We have a tendency to conform to the popular view of the herd rather than resist—even when the herd’s view is clearly absurd.

Solomon Asch did a series of experiments in the 1950s around this. In all his experiments, Asch asked subjects to make judgments about various visual exhibits. All but one of the “subjects” in each group were actors working for Asch. The actors intentionally said the wrong thing, with dramatic impact on the one real subject.

In one, the subject was shown a line drawn on a card. He was asked to identify a line of the same length among three lines drawn on another card. The actors were instructed to say aloud the wrong answer. Although the answer was obvious, a shocking number of the subjects gave the incorrect answer to conform with the others in the room.

In another, a subject walked into an elevator with a group of actors who immediately turned and faced the back of the elevator. What do you think the subject did?

All of Asch’s experiments put the subject in a tough spot where they have to choose between the evidence of their senses and the unanimous opinion of the group—two very strong forces.

No matter how rational you are, consensus is hard to resist. Even if you choose to stick to your guns in the beginning, you are bound to capitulate at the end.
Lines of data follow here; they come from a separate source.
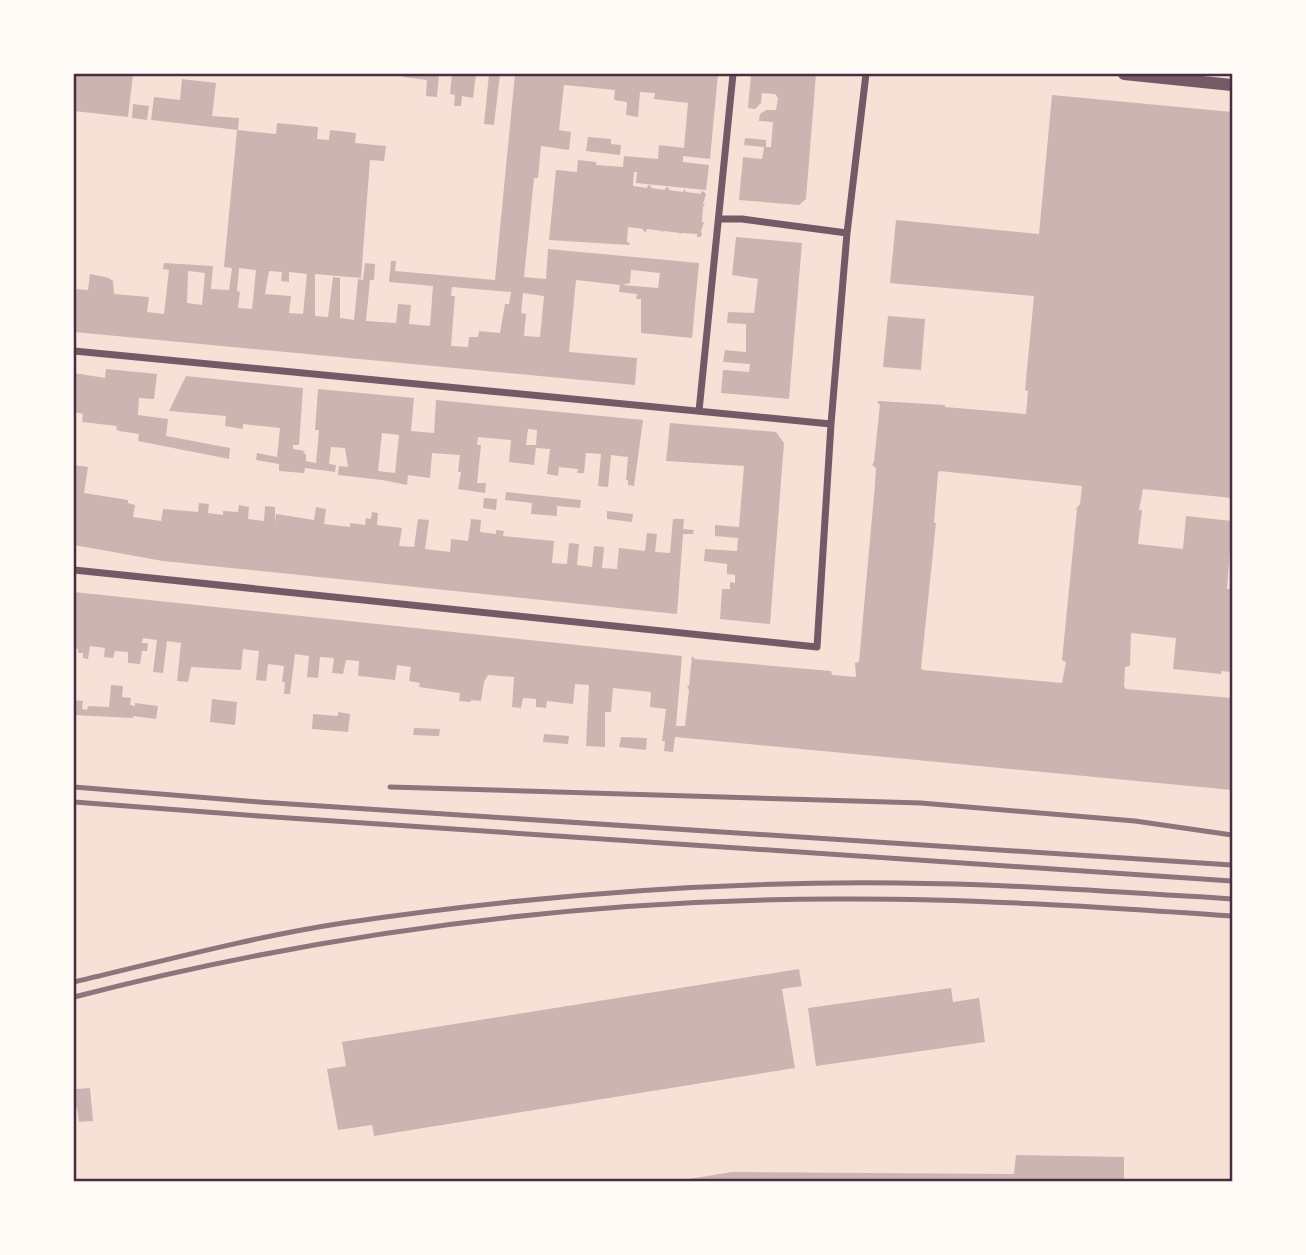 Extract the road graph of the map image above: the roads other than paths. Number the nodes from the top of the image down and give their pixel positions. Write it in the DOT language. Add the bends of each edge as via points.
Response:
graph roads {
  1 [pos="733,74"];
  2 [pos="866,74"];
  3 [pos="1124,74"];
  4 [pos="1233,85"];
  5 [pos="719,219"];
  6 [pos="847,233"];
  7 [pos="74,351"];
  8 [pos="699,411"];
  9 [pos="831,424"];
  10 [pos="74,570"];
  1 -- 5 [label="street"];
  2 -- 6 [label="street"];
  3 -- 4 [label="street"];
  5 -- 6 [label="street"];
  5 -- 8 [label="street"];
  6 -- 9 [label="street"];
  7 -- 8 [label="street"];
  8 -- 9 [label="street"];
  9 -- 10 [label="street" via="817,647"];
}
It’s hard to look like a bozo for a long time, especially when you are the only bozo in the elevator.

The subjects of Asch’s experiment may look stupid to you, but when you are in the thick of things, the sane subject looks more stupid. Let me elaborate with an example.

Imagine it’s 1999 amidst the IPO frenzy. Every other minute a new company is going public. The guy next to you tells you about an IPO he’s buying. He thinks you should come aboard as well. He doesn’t know what the company does but a close friend told him it’s going to double on the day of issue. That’s ridiculous, you think. So you pass. A week later he comes back. Turns out it didn’t double… it tripled. He still doesn’t know what the company does.

A few more of these, and it gets hard to stick to cold rational when irrational exuberance seems to be getting everybody rich while you are the only (financially) poor bozo.

Finally you say, “To hell with it! I’m in.” Suddenly, you are accepted into the community. You are not an outcast anymore. Yes, tomorrow all of you are going to lose all the money when the bubble bursts, but hey, at least you aren’t the only loser. The sting of loss isn’t that strong when the whole team loses. All of you have each other’s shoulders to cry on to.

Greed, excitement, illogicality, suspension of disbelief and ignoring intrinsic value of a company cost people a lot of money in the tech bubble. While a lot of brilliant and disciplined value investors—who didn’t conform to the consensus—looked dumb in the months and years before the bubble burst. All of them had a thorough understanding of the insidious effects of cognitive biases in decision making. Therefore they could avoid it.

The true value of a good decision can only be derived in the future. But the rationality of a decision should be judged then and there.

Be rational. Don’t deceit yourself. Accept that you don’t know everything, and do the best with what you have. As long as you don’t bet everything on one decision, you always have the option to learn and move on in case things don’t go your way. It’s okay to lose in the short term (we all do) as long as you are not losing in the long term.

I hate consensus! Decision making is not easy. You are never completely sure if you are taking the right steps. But one thing is certain: it’s foolish to go with the consensus. Always!

Have a strong rationale. Stick to your guns. Don’t get into a game unless you have either a strong opinion, a unique perspective, or a different angle. Warren Buffett and Charlie Munger didn’t get into the tech bubble. They accepted they didn’t understand tech enough to bet on it. They knew their limitations.

Never put yourself in a position where following the crowd is your only viable strategy. Consensus is based on popular belief. As Oscar Wilde remarked, “Everything popular is wrong.”